* How to complete this task *
In the data below, find every line with the word "Муринская" and copy it out.

(Dataset entries begins)

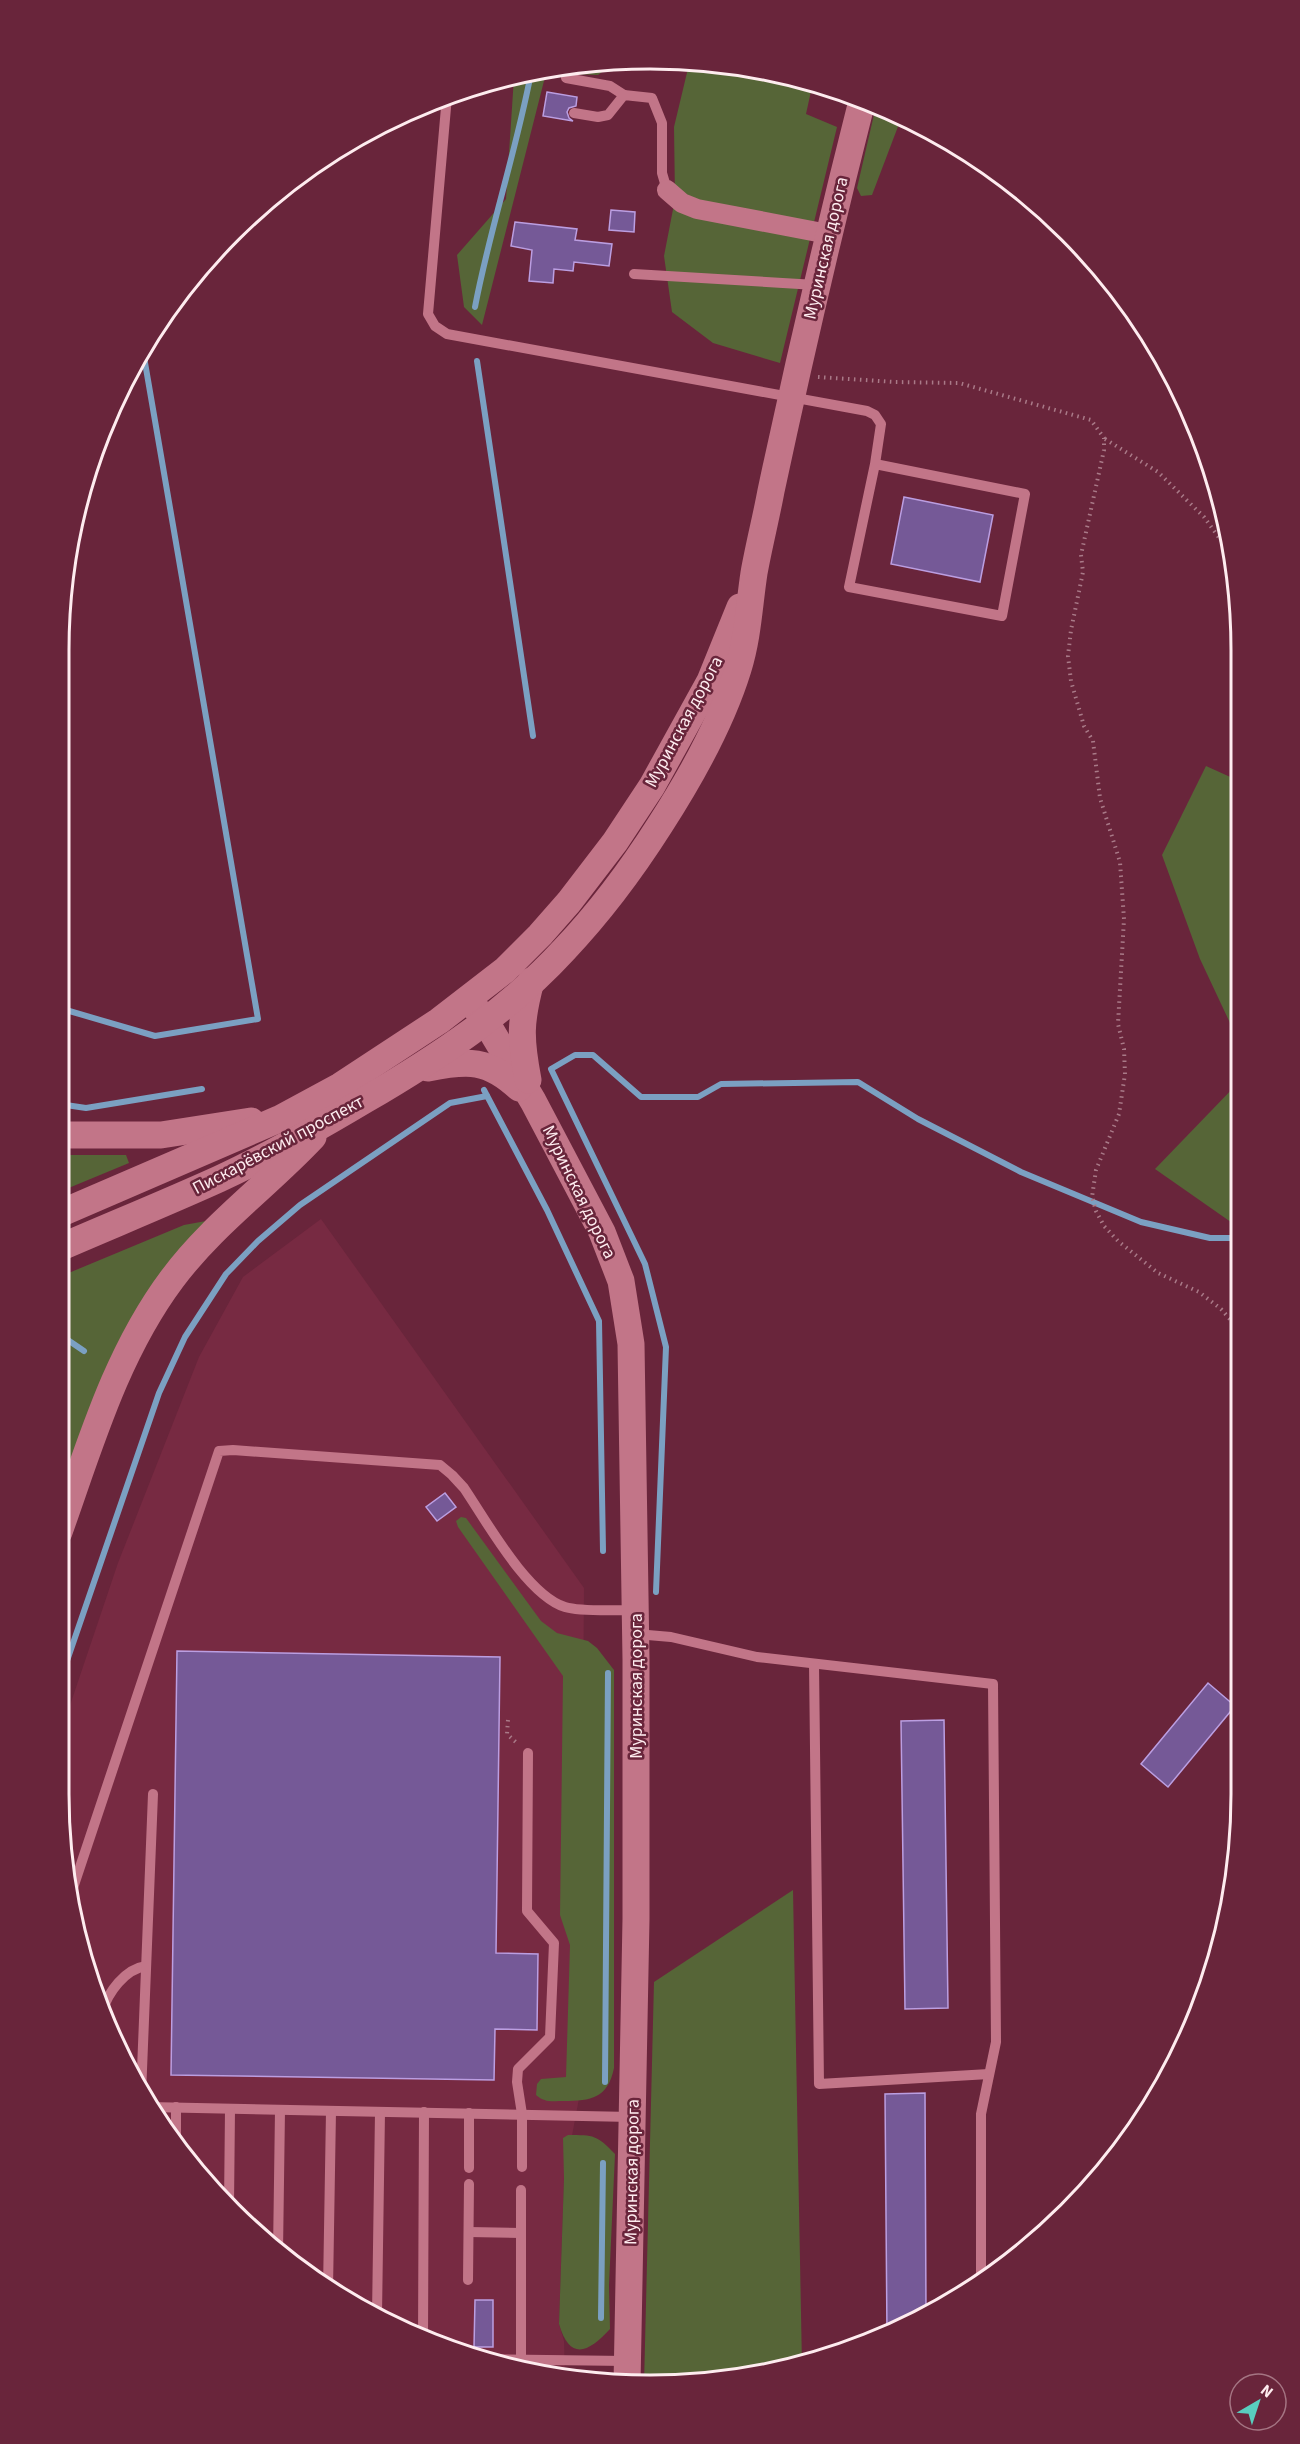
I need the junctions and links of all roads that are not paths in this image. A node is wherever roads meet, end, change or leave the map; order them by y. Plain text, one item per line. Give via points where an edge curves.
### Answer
1 (566, 78) dead end
2 (624, 94) junction
3 (446, 106) edge
4 (860, 109) edge
5 (574, 113) dead end
6 (667, 190) joint
7 (828, 234) junction
8 (634, 274) dead end
9 (817, 285) junction
10 (794, 386) junction
11 (875, 464) junction
12 (754, 572) junction
13 (531, 981) junction
14 (469, 999) junction
15 (486, 1022) junction
16 (415, 1071) junction
17 (533, 1101) junction
18 (279, 1119) junction
19 (327, 1122) junction
20 (69, 1135) edge
21 (69, 1210) edge
22 (69, 1244) edge
23 (69, 1504) edge
24 (635, 1622) junction
25 (813, 1664) junction
26 (528, 1754) dead end
27 (153, 1794) dead end
28 (76, 1880) edge
29 (146, 1966) junction
30 (106, 1998) edge
31 (142, 2074) edge
32 (989, 2074) junction
33 (161, 2107) edge
34 (176, 2108) junction
35 (230, 2109) junction
36 (280, 2110) junction
37 (331, 2111) junction
38 (380, 2112) junction
39 (424, 2112) junction
40 (469, 2114) junction
41 (522, 2114) junction
42 (633, 2117) junction
43 (176, 2130) edge
44 (469, 2168) dead end
45 (522, 2168) dead end
46 (469, 2184) dead end
47 (521, 2190) dead end
48 (228, 2193) edge
49 (469, 2232) junction
50 (521, 2233) junction
51 (278, 2240) edge
52 (981, 2271) edge
53 (328, 2278) edge
54 (468, 2280) dead end
55 (376, 2306) edge
56 (423, 2329) edge
57 (520, 2360) edge
58 (521, 2360) edge
59 (627, 2373) edge

1 - 2 lane via 610,86
2 - 5 lane via 608,115
2 - 6 lane via 652,98 662,123 662,173
3 - 10 lane via 428,314 435,326 447,334
4 - 7 street, Муринская дорога
6 - 7 street via 697,209
7 - 9 street, Муринская дорога
8 - 9 lane
9 - 10 street, Муринская дорога
10 - 11 lane via 875,415 880,424
10 - 12 street, Муринская дорога
11 - 11 lane via 1025,494 1002,616 849,587
12 - 13 street, Муринская дорога via 747,636 737,673 675,802 622,881 563,952
12 - 14 street, Муринская дорога via 710,681 652,786 615,842 540,935
13 - 15 street, Муринская дорога
13 - 17 street via 521,1046
14 - 15 street, Муринская дорога
14 - 18 street, Пискарёвский проспект via 373,1066
15 - 16 street, Пискарёвский проспект
15 - 17 street, Муринская дорога
16 - 17 street via 460,1062 486,1065 507,1077
16 - 19 street, Пискарёвский проспект
17 - 24 street, Муринская дорога via 602,1232 621,1281 631,1344
18 - 20 street via 161,1135
18 - 21 street, Пискарёвский проспект
19 - 22 street, Пискарёвский проспект via 222,1178
19 - 23 street via 286,1167 219,1223 172,1279 134,1337 101,1413
24 - 25 lane via 671,1637 757,1657
24 - 28 lane via 567,1608 545,1597 527,1579 464,1488 440,1465 219,1451
24 - 42 street, Муринская дорога
25 - 32 lane via 993,1684 996,2042
25 - 32 lane via 819,2084
26 - 41 lane via 527,1911 554,1943 550,2037 518,2068
27 - 29 lane
29 - 30 lane via 134,1968
29 - 31 lane
32 - 52 lane via 981,2114
33 - 34 lane
34 - 35 lane
34 - 43 lane
35 - 36 lane
35 - 48 lane
36 - 37 lane
36 - 51 lane
37 - 38 lane
37 - 53 lane
38 - 39 lane
38 - 55 lane
39 - 40 lane
39 - 56 lane
40 - 41 lane
40 - 44 lane
41 - 42 lane
41 - 45 lane
42 - 59 street, Муринская дорога
46 - 49 lane
47 - 50 lane
49 - 50 lane
49 - 54 lane
50 - 57 lane
58 - 59 lane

(Dataset entries ends)

* Answer for the task *
4 - 7 street, Муринская дорога
7 - 9 street, Муринская дорога
9 - 10 street, Муринская дорога
10 - 12 street, Муринская дорога
12 - 13 street, Муринская дорога via 747,636 737,673 675,802 622,881 563,952
12 - 14 street, Муринская дорога via 710,681 652,786 615,842 540,935
13 - 15 street, Муринская дорога
14 - 15 street, Муринская дорога
15 - 17 street, Муринская дорога
17 - 24 street, Муринская дорога via 602,1232 621,1281 631,1344
24 - 42 street, Муринская дорога
42 - 59 street, Муринская дорога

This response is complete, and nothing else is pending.